Tonkinese cats are first cat breed to be ever recorderd in 1880. They are dubbed as the ‘Chocolate Siamese.’ It is widely acknowledged that the Burmese and Siamese cats are the parent breeds of the Tonkinese cat. However, the history of these three breeds is not that simple. The breeds are genetic cousins, their main difference lies between the colour of eyes and the coat colour; they were the same in shape until the year 1970. The Tonkinese cat is created through a combination of solid coat pattern and color pointed pattern.
The breed has been bred in the West for a couple of years now.

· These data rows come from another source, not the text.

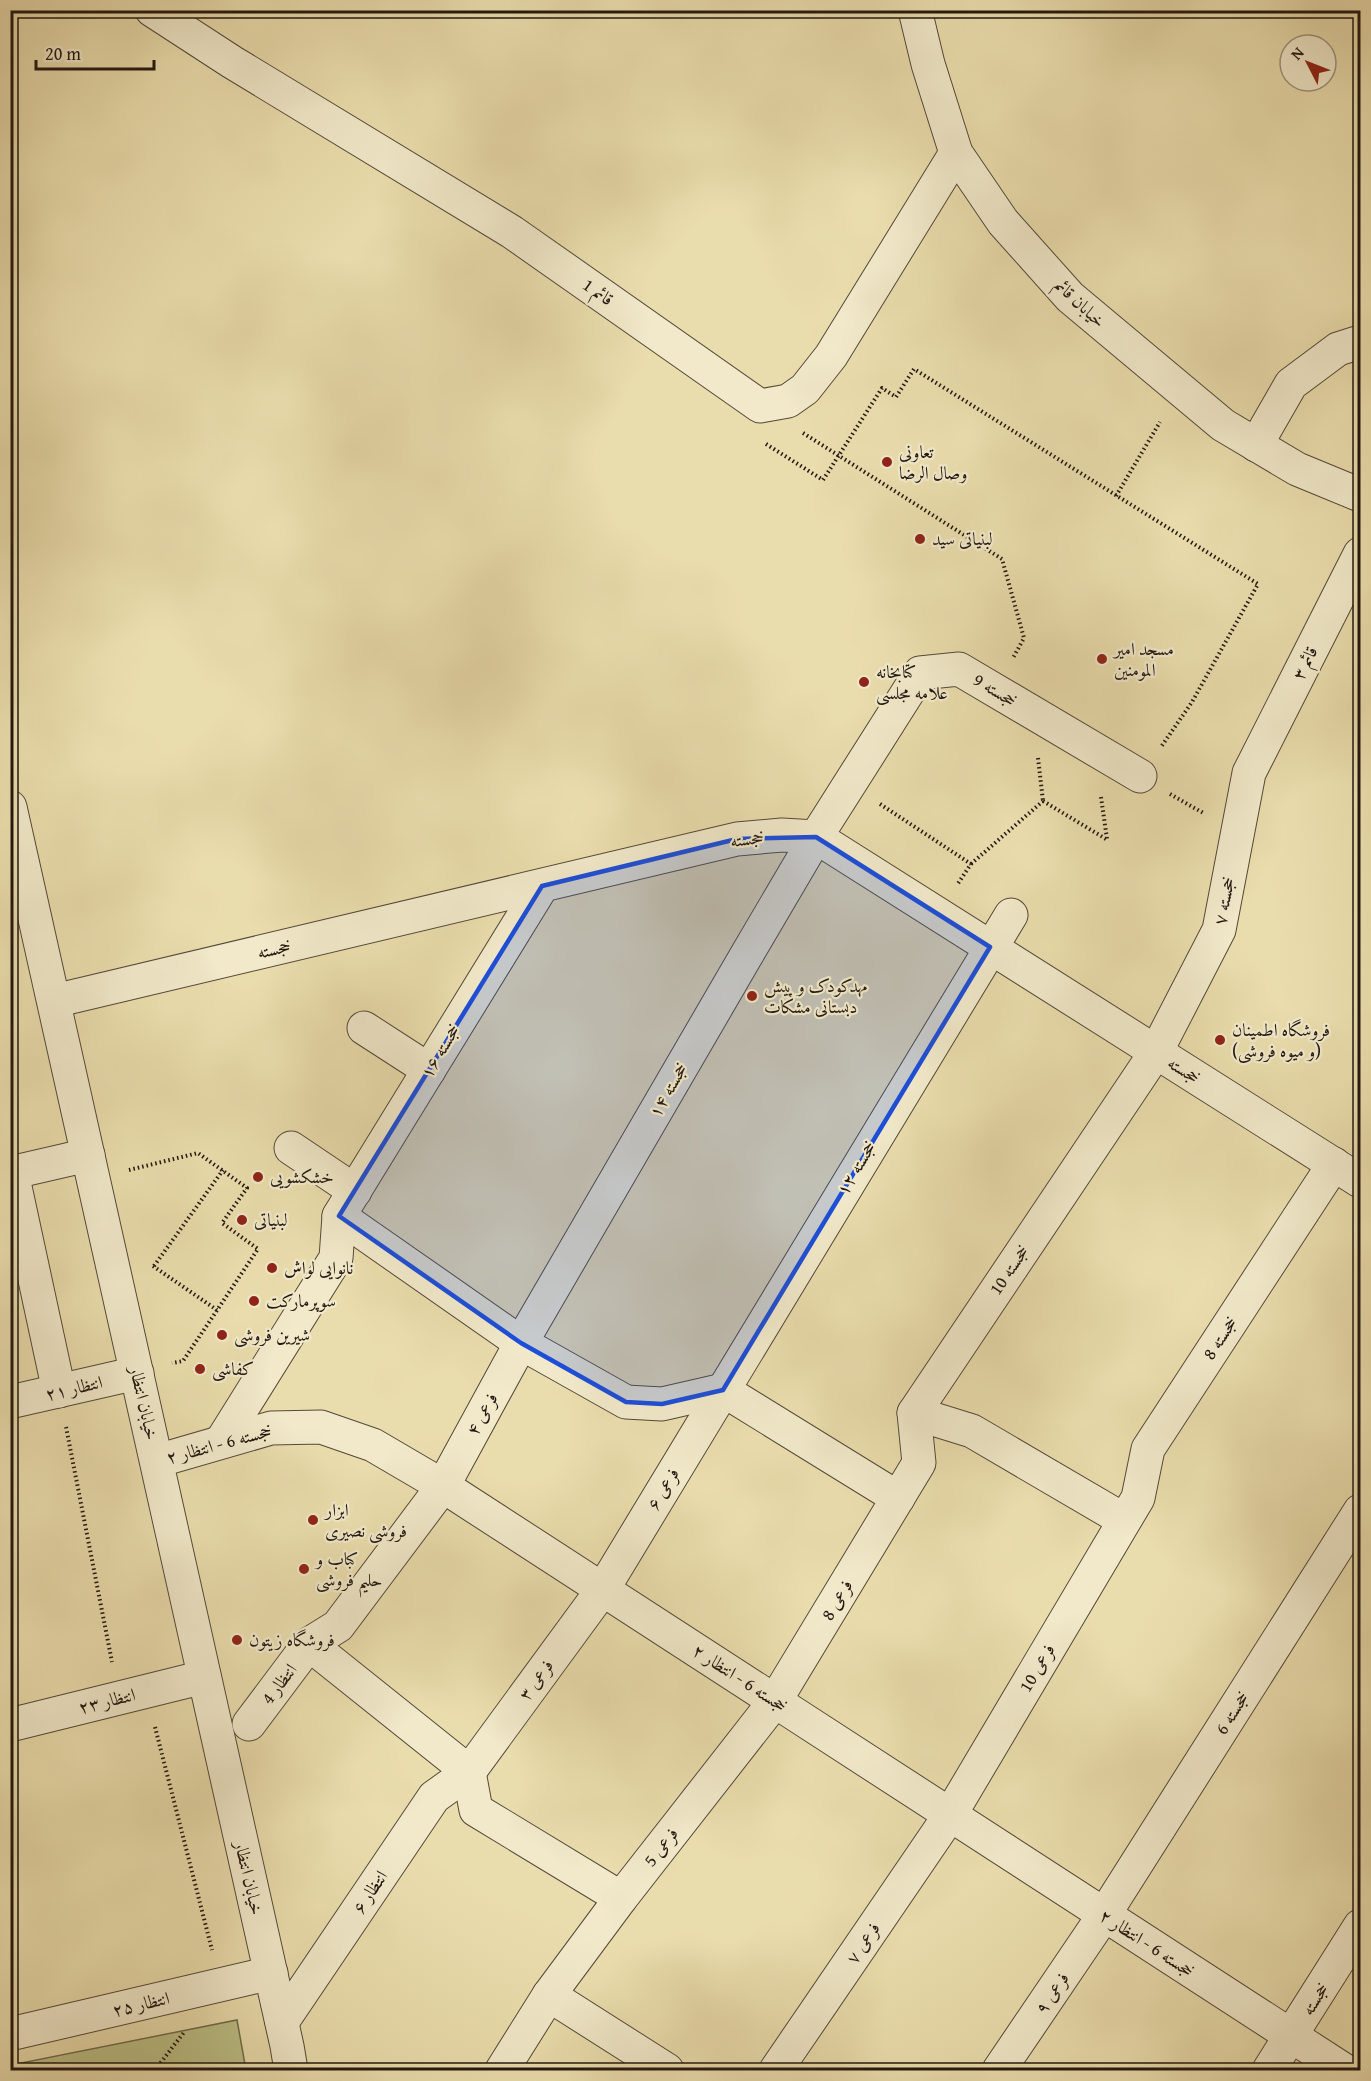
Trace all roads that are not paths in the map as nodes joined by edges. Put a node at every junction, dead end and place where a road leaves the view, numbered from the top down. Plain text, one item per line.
1 (152, 10) edge
2 (915, 10) edge
3 (956, 153) junction
4 (1360, 342) edge
5 (1256, 445) junction
6 (1360, 495) edge
7 (1360, 554) edge
8 (1249, 773) joint
9 (1140, 776) road end
10 (10, 807) edge
11 (816, 837) junction
12 (14, 843) edge
13 (542, 886) junction
14 (1011, 915) dead end
15 (990, 947) junction
16 (54, 1001) junction
17 (364, 1028) dead end
18 (1156, 1052) junction
19 (429, 1070) junction
20 (291, 1148) dead end
21 (91, 1167) junction
22 (1347, 1172) edge
23 (11, 1173) edge
24 (347, 1204) junction
25 (521, 1343) junction
26 (137, 1373) junction
27 (723, 1390) junction
28 (59, 1391) junction
29 (10, 1402) edge
30 (914, 1413) junction
31 (221, 1442) junction
32 (157, 1461) junction
33 (443, 1485) junction
34 (898, 1498) junction
35 (1360, 1511) edge
36 (1125, 1520) junction
37 (603, 1589) junction
38 (309, 1644) junction
39 (204, 1677) junction
40 (775, 1701) junction
41 (249, 1724) dead end
42 (10, 1725) edge
43 (469, 1772) junction
44 (950, 1815) junction
45 (621, 1898) junction
46 (1104, 1915) junction
47 (1360, 1926) edge
48 (271, 1973) junction
49 (549, 1995) junction
50 (282, 2022) junction
51 (10, 2034) edge
52 (1291, 2036) junction
53 (291, 2070) edge
54 (502, 2070) edge
55 (667, 2070) edge
56 (776, 2070) edge
57 (999, 2070) edge
58 (1269, 2070) edge
59 (1344, 2070) edge

1 - 3 street, قائم 1
2 - 3 street, خیابان قائم
3 - 5 street, خیابان قائم
4 - 5 street
5 - 6 street, خیابان قائم
7 - 8 street, قائم ۳
8 - 18 street, خجسته ۷
9 - 11 street, خجسته 9
10 - 12 street, خیابان انتظار
11 - 13 street, خجسته
11 - 15 street, خجسته
11 - 25 street, خجسته ۱۴
12 - 16 street, خیابان انتظار
13 - 16 street, خجسته
13 - 19 street, خجسته ۱۶
14 - 15 street, خجسته ۱۲
15 - 18 street, خجسته
15 - 27 street, خجسته ۱۲
16 - 21 street, خیابان انتظار
17 - 19 street
18 - 22 street, خجسته
18 - 30 street, خجسته 10
19 - 24 street, خجسته ۱۶
20 - 24 street
21 - 23 street
21 - 26 street, خیابان انتظار
22 - 36 street, خجسته 8
23 - 28 street
24 - 25 street
24 - 31 street
25 - 27 street
25 - 33 street, فرعی ۴
26 - 28 street, انتظار ۲۱
26 - 32 street, خیابان انتظار
27 - 34 street
27 - 37 street, فرعی ۶
28 - 29 street, انتظار ۲۱
30 - 34 street
30 - 36 street
31 - 32 street, خجسته 6 - انتظار ۲
31 - 33 street, خجسته 6 - انتظار ۲
32 - 39 street, خیابان انتظار
33 - 37 street, خجسته 6 - انتظار ۲
33 - 38 street, فرعی ۴
34 - 40 street, فرعی 8
35 - 46 street, خجسته 6
36 - 44 street, فرعی 10
37 - 40 street, خجسته 6 - انتظار ۲
37 - 43 street, فرعی ۳
38 - 41 street, انتظار 4
38 - 43 street
39 - 42 street, انتظار ۲۳
39 - 48 street, خیابان انتظار
40 - 44 street, خجسته 6 - انتظار ۲
40 - 45 street, فرعی 5
43 - 45 street
43 - 50 street, انتظار ۶
44 - 46 street, خجسته 6 - انتظار ۲
44 - 56 street, فرعی ۷
45 - 49 street, فرعی 5
46 - 52 street, خجسته 6 - انتظار ۲
46 - 57 street, فرعی ۹
47 - 52 street, خجسته
48 - 50 street, خیابان انتظار
48 - 51 street, انتظار ۲۵
49 - 54 street, فرعی 5
49 - 55 street
50 - 53 street, خیابان انتظار
52 - 58 street, خجسته
52 - 59 street, خجسته 6 - انتظار ۲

A writer, Harrison Weir, wrote that a cat that belonged to Hurbert Young, from Singapore, is a chocolate variety of the royal Siamese cat. This article was written in 1889. Weir pointed out that this cat is scared and beautiful.

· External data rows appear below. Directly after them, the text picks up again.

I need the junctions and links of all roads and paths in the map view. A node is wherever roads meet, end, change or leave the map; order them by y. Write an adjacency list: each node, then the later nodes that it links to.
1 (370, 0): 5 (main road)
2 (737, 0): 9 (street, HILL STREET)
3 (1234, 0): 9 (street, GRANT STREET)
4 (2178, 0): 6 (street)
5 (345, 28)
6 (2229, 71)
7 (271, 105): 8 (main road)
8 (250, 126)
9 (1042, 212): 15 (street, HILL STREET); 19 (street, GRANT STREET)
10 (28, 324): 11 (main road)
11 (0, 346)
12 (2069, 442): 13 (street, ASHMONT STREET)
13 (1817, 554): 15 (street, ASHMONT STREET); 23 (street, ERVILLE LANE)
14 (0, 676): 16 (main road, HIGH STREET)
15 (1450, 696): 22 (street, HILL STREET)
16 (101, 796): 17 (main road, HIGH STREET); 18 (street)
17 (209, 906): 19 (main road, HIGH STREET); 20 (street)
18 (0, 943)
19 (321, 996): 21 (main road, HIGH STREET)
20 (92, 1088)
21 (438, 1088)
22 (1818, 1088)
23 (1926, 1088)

Some people say that this breed is an excellent hybrid of the Siamese and Burmese cat. The American version of this breed is man-made but it has been in the west for quite some time now.
Dr. Robert Thompson imported Wong Mau, who became the matriarch of the Burmese. This happened in 1930. Wong Mau is noted to be the first Tonkinese.

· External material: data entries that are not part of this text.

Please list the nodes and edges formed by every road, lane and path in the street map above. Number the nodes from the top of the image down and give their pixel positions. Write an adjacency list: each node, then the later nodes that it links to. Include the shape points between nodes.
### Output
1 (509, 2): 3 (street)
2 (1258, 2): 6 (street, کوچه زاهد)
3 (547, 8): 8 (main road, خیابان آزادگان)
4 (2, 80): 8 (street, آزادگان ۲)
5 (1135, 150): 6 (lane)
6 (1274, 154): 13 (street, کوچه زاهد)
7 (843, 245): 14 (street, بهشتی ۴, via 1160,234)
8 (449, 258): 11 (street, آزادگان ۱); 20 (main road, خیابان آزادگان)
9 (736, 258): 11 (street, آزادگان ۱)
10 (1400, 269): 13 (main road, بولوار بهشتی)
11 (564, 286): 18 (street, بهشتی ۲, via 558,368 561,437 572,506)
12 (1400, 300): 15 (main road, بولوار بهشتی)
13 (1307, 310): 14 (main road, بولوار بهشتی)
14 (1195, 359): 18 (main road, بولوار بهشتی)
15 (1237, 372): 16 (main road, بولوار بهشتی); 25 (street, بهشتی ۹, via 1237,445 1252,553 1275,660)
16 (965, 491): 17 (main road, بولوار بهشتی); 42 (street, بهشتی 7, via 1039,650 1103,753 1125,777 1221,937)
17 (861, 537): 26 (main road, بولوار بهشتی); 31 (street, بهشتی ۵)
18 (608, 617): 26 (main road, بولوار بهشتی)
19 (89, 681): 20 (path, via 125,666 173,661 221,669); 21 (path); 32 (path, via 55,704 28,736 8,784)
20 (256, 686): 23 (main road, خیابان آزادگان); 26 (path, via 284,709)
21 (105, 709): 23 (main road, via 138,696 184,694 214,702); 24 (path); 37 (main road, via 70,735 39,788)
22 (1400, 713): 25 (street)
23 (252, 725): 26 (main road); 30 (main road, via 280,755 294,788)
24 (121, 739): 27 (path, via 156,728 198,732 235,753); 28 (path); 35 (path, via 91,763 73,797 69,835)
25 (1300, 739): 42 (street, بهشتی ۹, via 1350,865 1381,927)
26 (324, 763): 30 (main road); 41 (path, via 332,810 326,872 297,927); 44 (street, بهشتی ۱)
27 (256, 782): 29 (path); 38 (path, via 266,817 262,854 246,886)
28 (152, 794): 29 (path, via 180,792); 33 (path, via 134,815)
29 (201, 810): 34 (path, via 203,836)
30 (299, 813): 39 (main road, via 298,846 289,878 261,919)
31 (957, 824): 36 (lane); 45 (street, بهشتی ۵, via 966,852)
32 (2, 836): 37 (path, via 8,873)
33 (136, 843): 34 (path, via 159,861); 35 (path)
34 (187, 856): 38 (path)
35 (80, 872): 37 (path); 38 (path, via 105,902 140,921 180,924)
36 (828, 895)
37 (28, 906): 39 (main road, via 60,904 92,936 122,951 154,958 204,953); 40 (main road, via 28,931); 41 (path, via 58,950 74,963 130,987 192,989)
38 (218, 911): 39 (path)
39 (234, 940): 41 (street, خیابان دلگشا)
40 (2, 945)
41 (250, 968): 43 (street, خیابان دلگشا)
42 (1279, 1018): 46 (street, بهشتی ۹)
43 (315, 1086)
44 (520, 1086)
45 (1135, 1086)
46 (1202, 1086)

Milan Greer, from New York, decided to crossbreed a Burmese and Siamese to really know if the offspring would be a Tonkinese. He mated a chocolate – pointed Siamese from Helen Arthur and Genevieve Gibson with his male Burmese. It resulted to five generations of Tonkinese cat.
In 1960, Margaret Conroy, a Canadian breeder, crossed a brown Burmese with a seal-point Siamese. She wanted to produce a cat that resembles the best traits of both breed. She was the one who wrote the breed standard for Tonkinese and also registered it to the Canadian Cat Association (CCA). Edith Lux changed the name from Golden Siamese to Tonkinese. The name came from the Gulf of Tonkin, which is close to Burmese and Thai (Siamese) territories.
The Tonkinese cats area member of several cat organizations all over the world such as the Fédération Internationale Féline (FIFe), Cat Fanciers’ Association (CFA), Australian Cat Federation (ACF), The International Cat Association (TICA), Canadian Cat Association (CCA – AFC), and many others.